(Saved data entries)
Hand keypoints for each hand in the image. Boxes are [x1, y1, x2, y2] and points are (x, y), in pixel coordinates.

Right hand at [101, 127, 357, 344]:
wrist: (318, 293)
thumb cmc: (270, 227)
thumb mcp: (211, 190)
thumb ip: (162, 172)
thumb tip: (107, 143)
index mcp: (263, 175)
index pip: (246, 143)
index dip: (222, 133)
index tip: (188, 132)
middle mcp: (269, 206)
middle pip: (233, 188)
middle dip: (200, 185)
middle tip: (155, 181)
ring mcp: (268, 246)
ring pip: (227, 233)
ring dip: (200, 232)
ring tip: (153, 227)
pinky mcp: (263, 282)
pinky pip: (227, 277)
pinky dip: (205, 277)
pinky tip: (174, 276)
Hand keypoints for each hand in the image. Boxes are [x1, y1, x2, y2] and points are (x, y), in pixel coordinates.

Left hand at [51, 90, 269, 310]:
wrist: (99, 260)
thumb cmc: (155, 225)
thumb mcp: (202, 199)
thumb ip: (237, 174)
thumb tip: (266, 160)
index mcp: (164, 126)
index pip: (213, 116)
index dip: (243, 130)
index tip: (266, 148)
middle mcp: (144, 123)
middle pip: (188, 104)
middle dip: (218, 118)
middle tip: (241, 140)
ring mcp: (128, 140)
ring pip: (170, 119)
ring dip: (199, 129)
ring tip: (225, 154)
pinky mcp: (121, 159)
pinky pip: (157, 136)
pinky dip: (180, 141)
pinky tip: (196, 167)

---

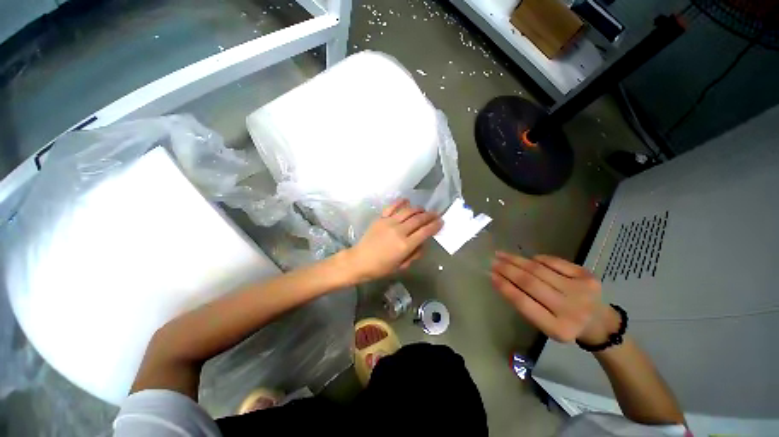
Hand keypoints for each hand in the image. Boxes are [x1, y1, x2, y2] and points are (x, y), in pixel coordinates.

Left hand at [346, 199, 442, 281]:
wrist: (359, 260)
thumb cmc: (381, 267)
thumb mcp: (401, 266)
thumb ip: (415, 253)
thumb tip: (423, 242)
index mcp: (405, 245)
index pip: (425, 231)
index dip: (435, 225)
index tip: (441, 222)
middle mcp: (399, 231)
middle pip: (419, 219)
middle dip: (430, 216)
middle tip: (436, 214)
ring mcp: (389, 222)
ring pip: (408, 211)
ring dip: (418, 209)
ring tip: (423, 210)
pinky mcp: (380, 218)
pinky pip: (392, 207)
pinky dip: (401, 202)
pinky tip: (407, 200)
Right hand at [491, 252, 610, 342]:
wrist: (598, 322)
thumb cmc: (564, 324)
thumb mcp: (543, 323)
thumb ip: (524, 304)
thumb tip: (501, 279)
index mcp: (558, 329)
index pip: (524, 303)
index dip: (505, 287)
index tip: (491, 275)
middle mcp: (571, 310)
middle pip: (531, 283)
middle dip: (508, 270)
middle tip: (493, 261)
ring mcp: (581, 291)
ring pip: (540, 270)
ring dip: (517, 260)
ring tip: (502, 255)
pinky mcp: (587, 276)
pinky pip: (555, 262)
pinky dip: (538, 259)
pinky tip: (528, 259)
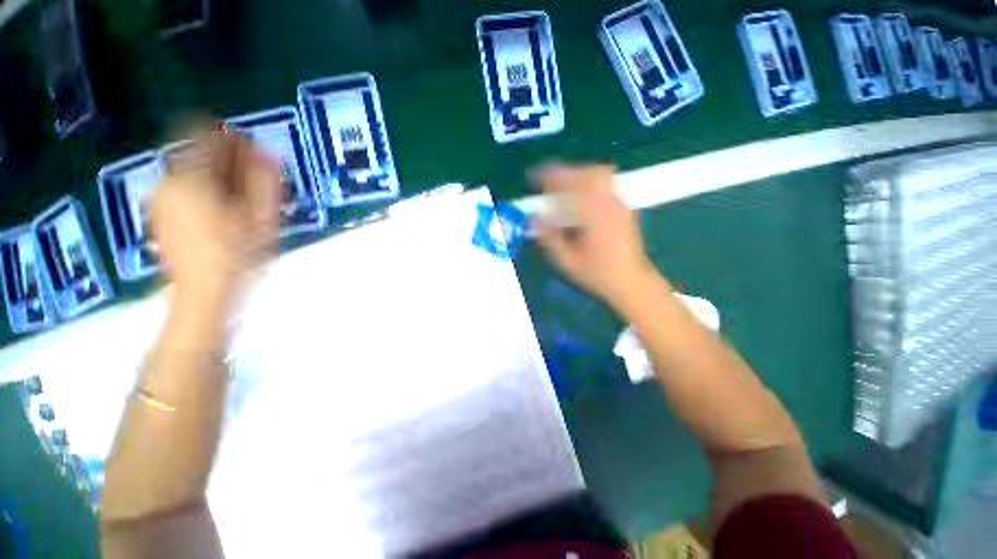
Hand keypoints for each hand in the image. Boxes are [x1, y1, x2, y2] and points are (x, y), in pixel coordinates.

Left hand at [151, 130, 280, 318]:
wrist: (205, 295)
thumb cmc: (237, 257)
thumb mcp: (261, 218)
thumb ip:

--

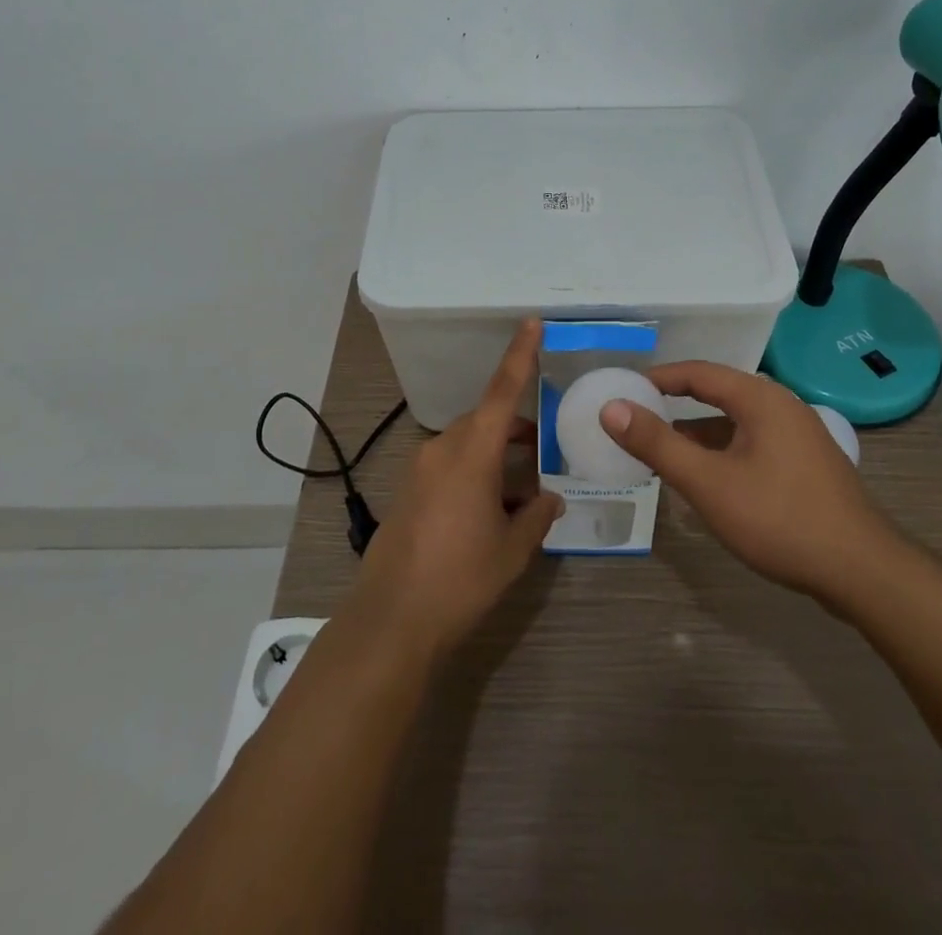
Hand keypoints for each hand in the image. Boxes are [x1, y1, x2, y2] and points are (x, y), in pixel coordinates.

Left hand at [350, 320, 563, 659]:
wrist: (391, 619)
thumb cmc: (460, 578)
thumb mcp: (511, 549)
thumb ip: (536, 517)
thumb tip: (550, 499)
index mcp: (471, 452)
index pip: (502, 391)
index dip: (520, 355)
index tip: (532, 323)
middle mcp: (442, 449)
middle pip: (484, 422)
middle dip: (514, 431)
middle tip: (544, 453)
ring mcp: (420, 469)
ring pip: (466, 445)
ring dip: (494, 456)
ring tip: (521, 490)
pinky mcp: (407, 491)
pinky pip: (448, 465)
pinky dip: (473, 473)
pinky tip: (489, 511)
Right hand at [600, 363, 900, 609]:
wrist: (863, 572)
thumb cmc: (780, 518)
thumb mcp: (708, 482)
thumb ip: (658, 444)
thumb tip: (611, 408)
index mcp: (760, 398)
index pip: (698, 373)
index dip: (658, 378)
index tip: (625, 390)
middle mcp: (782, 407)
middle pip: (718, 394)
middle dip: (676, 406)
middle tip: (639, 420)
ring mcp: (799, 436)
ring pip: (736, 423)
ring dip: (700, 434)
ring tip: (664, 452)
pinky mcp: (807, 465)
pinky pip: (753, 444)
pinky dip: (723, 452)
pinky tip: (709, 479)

- [EXERCISE BRIEF] In the data above, find the line that contains "wrist: (318, 293)" and the line that contains "pinky tip: (196, 167)". Repeat exactly those lines and every line between them, and only those.

- [RESPONSE BOX]
wrist: (318, 293)
thumb cmc: (270, 227)
thumb mcp: (211, 190)
thumb ip: (162, 172)
thumb tip: (107, 143)
index mcp: (263, 175)
index pip: (246, 143)
index dip: (222, 133)
index tip: (188, 132)
middle mcp: (269, 206)
middle pip: (233, 188)
middle dip: (200, 185)
middle tip: (155, 181)
ring mcp: (268, 246)
ring pip: (227, 233)
ring dip: (200, 232)
ring tip: (153, 227)
pinky mcp: (263, 282)
pinky pip: (227, 277)
pinky dip: (205, 277)
pinky tip: (174, 276)
Hand keypoints for each hand in the image. Boxes are [x1, y1, x2, y2] and points are (x, y), in pixel coordinates.

Left hand at [51, 90, 269, 310]:
wrist: (99, 260)
thumb cmc: (155, 225)
thumb mcp: (202, 199)
thumb ip: (237, 174)
thumb tip: (266, 160)
index mcp: (164, 126)
index pip: (213, 116)
index dip: (243, 130)
index tip: (266, 148)
middle mcp: (144, 123)
middle pip: (188, 104)
middle dip: (218, 118)
middle tip: (241, 140)
ring mcp: (128, 140)
ring pip: (170, 119)
ring dip: (199, 129)
ring tip: (225, 154)
pinky mcp: (121, 159)
pinky pip: (157, 136)
pinky dip: (180, 141)
pinky tip: (196, 167)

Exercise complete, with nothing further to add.